Protective effects and mechanisms of Saikosaponin A against myocardial ischemia based on network pharmacology, molecular docking, and experimental validation.

Saikosaponin A (SSA) is the primary component of Bupleuri radix, which has a variety of pharmacological properties. However, the potential mechanism of SSA's anti-myocardial ischemia (MI) effect has not yet been clarified. We investigated the exact effects and potential mechanisms of SSA on isoproterenol (ISO)-induced MI. A range of network pharmacology approaches have been applied to explore central targets and their underlying mechanisms. Molecular docking was used to identify the binding ability of the potential active components to the hub targets. A rat model of MI was established by subcutaneous injection of ISO (85 mg/kg/day).

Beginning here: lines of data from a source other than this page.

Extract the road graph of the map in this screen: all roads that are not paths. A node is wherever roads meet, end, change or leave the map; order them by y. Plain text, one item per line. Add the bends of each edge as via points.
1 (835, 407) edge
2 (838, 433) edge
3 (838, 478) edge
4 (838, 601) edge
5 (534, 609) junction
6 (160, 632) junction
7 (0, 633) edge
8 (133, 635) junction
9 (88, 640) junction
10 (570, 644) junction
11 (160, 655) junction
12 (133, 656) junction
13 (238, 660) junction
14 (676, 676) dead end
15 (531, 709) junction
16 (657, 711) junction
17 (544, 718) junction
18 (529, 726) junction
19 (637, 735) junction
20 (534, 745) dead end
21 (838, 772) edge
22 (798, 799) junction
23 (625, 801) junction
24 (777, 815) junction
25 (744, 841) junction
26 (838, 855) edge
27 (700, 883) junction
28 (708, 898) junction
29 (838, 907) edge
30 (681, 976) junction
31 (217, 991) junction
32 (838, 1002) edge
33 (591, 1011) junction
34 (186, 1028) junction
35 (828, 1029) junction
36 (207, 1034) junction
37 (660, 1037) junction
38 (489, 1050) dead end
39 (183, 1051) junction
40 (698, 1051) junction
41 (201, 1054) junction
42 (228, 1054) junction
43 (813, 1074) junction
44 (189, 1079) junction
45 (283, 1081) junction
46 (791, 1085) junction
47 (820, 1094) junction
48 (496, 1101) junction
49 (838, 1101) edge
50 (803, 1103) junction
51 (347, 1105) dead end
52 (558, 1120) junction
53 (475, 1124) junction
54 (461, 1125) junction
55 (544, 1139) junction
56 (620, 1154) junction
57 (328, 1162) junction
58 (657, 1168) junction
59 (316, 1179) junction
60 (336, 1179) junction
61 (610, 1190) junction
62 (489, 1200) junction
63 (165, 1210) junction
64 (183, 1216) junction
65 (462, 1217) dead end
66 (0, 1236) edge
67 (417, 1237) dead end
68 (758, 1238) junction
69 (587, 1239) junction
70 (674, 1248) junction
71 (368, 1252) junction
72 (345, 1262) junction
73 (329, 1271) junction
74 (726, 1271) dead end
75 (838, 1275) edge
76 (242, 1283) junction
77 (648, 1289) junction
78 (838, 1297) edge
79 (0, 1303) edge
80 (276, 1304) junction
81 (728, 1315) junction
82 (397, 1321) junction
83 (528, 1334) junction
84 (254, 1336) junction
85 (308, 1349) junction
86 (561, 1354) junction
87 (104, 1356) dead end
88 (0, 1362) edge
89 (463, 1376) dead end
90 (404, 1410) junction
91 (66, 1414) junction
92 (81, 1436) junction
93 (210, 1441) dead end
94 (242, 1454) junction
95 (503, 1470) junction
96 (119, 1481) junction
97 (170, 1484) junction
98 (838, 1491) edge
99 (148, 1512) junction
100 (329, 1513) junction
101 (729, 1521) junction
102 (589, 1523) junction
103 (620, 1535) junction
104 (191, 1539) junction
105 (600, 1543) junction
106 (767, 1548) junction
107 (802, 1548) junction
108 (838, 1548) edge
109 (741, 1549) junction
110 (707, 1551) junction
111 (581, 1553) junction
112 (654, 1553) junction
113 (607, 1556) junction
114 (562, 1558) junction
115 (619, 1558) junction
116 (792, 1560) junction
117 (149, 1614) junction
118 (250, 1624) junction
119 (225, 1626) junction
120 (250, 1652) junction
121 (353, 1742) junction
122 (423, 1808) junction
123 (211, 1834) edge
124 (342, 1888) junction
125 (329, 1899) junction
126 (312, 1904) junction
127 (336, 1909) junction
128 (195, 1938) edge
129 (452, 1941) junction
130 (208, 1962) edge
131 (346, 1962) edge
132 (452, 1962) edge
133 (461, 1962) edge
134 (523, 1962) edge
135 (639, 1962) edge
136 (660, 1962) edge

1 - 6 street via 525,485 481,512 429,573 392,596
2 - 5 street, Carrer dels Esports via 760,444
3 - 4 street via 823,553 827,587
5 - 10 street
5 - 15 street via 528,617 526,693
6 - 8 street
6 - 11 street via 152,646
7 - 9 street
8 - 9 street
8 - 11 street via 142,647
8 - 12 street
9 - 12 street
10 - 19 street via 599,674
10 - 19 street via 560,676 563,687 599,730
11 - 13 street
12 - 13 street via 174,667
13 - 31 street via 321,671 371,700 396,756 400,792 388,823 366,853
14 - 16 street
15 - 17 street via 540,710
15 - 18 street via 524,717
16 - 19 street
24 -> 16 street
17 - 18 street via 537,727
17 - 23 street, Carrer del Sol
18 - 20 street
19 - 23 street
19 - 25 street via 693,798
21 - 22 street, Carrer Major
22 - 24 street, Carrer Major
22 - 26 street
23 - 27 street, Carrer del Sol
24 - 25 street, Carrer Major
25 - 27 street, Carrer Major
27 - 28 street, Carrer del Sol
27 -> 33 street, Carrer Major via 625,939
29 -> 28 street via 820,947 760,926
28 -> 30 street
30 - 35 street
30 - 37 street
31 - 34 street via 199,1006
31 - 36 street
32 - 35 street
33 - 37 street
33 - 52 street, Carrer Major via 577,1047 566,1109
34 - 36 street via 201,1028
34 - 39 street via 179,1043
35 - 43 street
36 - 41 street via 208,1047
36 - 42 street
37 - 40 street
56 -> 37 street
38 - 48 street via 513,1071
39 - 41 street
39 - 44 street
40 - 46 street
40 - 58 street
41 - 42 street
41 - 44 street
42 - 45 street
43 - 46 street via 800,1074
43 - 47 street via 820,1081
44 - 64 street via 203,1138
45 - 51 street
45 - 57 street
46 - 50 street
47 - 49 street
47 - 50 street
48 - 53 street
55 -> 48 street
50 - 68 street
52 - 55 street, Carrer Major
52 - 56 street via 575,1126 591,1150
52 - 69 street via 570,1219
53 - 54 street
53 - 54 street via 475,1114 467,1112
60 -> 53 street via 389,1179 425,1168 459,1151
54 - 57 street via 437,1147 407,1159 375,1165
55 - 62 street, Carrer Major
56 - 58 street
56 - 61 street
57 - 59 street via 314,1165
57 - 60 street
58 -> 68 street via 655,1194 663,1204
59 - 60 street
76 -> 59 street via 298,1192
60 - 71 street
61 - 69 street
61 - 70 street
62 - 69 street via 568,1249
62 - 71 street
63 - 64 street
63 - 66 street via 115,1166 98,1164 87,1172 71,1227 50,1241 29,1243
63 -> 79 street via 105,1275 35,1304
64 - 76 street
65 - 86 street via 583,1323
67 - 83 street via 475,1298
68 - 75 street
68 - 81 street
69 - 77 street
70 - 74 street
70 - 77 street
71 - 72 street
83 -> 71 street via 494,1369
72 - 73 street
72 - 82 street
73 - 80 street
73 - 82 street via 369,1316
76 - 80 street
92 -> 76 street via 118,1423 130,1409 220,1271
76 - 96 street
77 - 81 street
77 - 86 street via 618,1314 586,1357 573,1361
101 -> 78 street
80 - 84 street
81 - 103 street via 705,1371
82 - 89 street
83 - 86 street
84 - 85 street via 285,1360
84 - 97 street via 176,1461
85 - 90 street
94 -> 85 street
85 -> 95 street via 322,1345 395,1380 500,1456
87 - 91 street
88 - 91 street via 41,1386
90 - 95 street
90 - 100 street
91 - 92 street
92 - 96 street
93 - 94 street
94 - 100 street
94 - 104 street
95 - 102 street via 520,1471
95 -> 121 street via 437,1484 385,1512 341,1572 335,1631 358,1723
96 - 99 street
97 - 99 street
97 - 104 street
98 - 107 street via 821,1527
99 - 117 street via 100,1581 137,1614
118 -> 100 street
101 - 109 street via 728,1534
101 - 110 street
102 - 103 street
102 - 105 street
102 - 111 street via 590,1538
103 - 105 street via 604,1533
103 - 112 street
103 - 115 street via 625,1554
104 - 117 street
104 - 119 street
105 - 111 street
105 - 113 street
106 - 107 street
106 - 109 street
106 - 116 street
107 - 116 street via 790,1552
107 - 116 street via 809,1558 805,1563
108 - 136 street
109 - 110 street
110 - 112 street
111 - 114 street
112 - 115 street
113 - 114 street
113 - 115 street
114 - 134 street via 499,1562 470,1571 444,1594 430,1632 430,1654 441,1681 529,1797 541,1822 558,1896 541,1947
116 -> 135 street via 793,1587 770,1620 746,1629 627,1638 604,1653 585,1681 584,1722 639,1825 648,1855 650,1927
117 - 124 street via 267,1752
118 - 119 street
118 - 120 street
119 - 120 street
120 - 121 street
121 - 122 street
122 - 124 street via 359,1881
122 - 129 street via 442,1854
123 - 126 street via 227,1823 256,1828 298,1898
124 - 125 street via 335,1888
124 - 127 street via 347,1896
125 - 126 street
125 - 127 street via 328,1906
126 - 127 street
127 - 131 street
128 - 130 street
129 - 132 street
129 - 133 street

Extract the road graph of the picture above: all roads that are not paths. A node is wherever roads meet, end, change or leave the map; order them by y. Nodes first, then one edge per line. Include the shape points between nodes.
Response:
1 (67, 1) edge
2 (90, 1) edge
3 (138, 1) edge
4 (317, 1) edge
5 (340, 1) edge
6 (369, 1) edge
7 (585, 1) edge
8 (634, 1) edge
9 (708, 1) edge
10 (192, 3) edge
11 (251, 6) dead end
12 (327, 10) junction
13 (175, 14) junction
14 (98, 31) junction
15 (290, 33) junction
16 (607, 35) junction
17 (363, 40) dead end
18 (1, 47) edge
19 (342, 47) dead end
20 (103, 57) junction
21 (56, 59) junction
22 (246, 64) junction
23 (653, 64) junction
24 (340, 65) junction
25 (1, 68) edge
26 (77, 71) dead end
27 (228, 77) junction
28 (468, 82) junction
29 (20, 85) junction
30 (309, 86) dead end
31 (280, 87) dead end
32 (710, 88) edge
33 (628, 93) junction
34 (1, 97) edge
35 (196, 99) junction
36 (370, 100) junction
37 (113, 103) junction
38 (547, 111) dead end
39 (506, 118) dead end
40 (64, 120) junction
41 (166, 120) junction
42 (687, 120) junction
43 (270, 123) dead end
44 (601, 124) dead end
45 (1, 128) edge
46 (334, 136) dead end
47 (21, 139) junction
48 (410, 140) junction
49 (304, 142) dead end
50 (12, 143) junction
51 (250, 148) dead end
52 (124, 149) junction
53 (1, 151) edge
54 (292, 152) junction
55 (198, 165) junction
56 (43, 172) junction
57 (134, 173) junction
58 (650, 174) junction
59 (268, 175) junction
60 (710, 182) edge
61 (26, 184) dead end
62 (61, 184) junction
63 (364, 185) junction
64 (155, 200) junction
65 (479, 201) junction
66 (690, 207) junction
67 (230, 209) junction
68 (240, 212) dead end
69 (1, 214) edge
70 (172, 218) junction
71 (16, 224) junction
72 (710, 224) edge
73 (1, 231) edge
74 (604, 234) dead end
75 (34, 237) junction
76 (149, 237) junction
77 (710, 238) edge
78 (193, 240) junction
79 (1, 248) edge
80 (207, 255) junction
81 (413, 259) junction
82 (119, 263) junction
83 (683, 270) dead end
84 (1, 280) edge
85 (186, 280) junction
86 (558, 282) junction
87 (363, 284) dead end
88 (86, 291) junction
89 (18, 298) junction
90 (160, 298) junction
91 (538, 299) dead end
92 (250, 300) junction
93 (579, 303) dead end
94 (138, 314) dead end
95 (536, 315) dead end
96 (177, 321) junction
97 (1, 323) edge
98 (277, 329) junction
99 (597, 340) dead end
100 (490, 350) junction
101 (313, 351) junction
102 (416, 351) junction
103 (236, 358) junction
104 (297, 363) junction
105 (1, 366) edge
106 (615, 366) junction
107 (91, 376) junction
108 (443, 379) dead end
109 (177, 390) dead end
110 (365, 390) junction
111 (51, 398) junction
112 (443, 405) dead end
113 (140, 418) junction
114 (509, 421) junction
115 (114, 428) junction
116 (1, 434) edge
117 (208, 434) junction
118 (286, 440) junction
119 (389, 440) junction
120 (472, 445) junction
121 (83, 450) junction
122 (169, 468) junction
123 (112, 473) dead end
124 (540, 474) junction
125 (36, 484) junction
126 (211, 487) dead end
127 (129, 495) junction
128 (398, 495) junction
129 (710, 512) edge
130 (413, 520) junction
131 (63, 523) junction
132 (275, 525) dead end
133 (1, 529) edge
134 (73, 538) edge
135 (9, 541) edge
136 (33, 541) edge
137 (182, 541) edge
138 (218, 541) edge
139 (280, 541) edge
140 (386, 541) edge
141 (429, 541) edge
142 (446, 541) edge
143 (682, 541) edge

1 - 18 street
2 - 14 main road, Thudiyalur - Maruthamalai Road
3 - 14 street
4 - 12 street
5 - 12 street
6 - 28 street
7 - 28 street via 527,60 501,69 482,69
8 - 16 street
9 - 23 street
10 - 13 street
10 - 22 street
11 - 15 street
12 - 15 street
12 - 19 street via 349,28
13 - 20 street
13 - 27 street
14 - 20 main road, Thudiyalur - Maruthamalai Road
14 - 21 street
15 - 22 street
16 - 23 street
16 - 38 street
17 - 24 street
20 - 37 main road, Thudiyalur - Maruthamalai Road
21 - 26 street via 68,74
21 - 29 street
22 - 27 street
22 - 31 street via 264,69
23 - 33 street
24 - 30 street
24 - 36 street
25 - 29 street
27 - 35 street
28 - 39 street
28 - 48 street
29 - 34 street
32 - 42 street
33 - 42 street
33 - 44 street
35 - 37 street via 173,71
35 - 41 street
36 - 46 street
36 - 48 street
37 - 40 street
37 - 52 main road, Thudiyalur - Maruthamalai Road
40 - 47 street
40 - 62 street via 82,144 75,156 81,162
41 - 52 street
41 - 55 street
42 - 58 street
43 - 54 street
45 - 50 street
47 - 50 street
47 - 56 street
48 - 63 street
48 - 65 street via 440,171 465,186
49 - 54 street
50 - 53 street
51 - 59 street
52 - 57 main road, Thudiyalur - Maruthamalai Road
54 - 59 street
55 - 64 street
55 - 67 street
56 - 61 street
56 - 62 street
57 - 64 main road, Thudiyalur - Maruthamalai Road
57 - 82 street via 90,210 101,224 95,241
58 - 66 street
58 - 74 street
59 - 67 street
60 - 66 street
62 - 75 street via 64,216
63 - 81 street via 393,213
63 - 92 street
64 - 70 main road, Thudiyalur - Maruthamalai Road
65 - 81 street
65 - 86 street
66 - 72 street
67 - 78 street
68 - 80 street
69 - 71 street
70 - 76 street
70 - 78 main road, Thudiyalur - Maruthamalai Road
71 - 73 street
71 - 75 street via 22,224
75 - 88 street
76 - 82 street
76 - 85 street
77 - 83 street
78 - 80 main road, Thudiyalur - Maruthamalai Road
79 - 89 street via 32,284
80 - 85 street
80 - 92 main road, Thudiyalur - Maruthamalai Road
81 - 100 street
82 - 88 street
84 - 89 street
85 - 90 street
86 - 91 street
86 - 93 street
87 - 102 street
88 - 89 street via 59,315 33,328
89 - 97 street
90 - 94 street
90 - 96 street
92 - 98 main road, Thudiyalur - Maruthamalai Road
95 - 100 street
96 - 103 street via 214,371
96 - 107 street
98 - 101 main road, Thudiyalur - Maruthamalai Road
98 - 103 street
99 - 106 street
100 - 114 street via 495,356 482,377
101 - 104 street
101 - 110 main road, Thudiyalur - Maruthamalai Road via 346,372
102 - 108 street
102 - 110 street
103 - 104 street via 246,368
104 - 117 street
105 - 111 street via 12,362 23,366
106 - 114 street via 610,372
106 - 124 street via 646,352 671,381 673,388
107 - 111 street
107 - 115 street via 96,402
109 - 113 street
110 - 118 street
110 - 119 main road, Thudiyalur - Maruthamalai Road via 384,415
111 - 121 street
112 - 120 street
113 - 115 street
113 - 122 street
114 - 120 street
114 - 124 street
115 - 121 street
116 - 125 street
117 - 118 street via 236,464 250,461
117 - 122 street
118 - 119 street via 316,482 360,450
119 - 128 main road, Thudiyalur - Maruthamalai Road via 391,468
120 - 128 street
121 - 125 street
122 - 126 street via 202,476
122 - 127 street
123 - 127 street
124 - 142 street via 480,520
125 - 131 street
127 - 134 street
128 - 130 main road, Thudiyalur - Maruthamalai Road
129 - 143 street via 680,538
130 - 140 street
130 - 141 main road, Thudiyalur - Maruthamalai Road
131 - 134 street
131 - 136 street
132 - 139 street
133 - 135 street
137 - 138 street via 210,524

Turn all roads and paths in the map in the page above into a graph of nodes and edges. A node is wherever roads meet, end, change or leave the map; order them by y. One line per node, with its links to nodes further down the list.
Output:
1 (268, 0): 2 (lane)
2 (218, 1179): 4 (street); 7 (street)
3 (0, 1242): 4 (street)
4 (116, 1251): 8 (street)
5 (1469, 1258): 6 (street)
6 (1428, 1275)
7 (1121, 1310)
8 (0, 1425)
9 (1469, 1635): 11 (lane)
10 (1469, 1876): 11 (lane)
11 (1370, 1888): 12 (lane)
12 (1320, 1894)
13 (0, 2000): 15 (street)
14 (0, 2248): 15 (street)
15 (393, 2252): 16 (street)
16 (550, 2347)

The pathological myocardial morphology, myocardial enzymes, reactive oxygen species (ROS) production, myocardial mitochondrial structure, apoptosis level, and expression of key proteins in the apoptotic pathway were analyzed. Our animal studies revealed that SSA attenuated ISO-induced pathological cardiac injury and significantly reduced creatine kinase (CK), lactate dehydrogenase (LDH), creatine kinase isoenzyme (CK-MB) levels, ROS production, and damage to mitochondrial structures in the heart. In addition, SSA downregulated P53, Caspase-3, and BAX protein activities, upregulated BCL 2 protein activity, and attenuated cardiomyocyte apoptosis. Saikosaponin A alleviates ISO-induced MI by regulating the expression of proteins involved in the P53/BAX/Caspase-3 signaling pathway. Our data showed show that SSA can improve ISO-induced MI. In addition, the role of SSA may be related to its antioxidant stress, anti-apoptosis, and regulation of P53/BAX/Caspase-3 signaling pathway.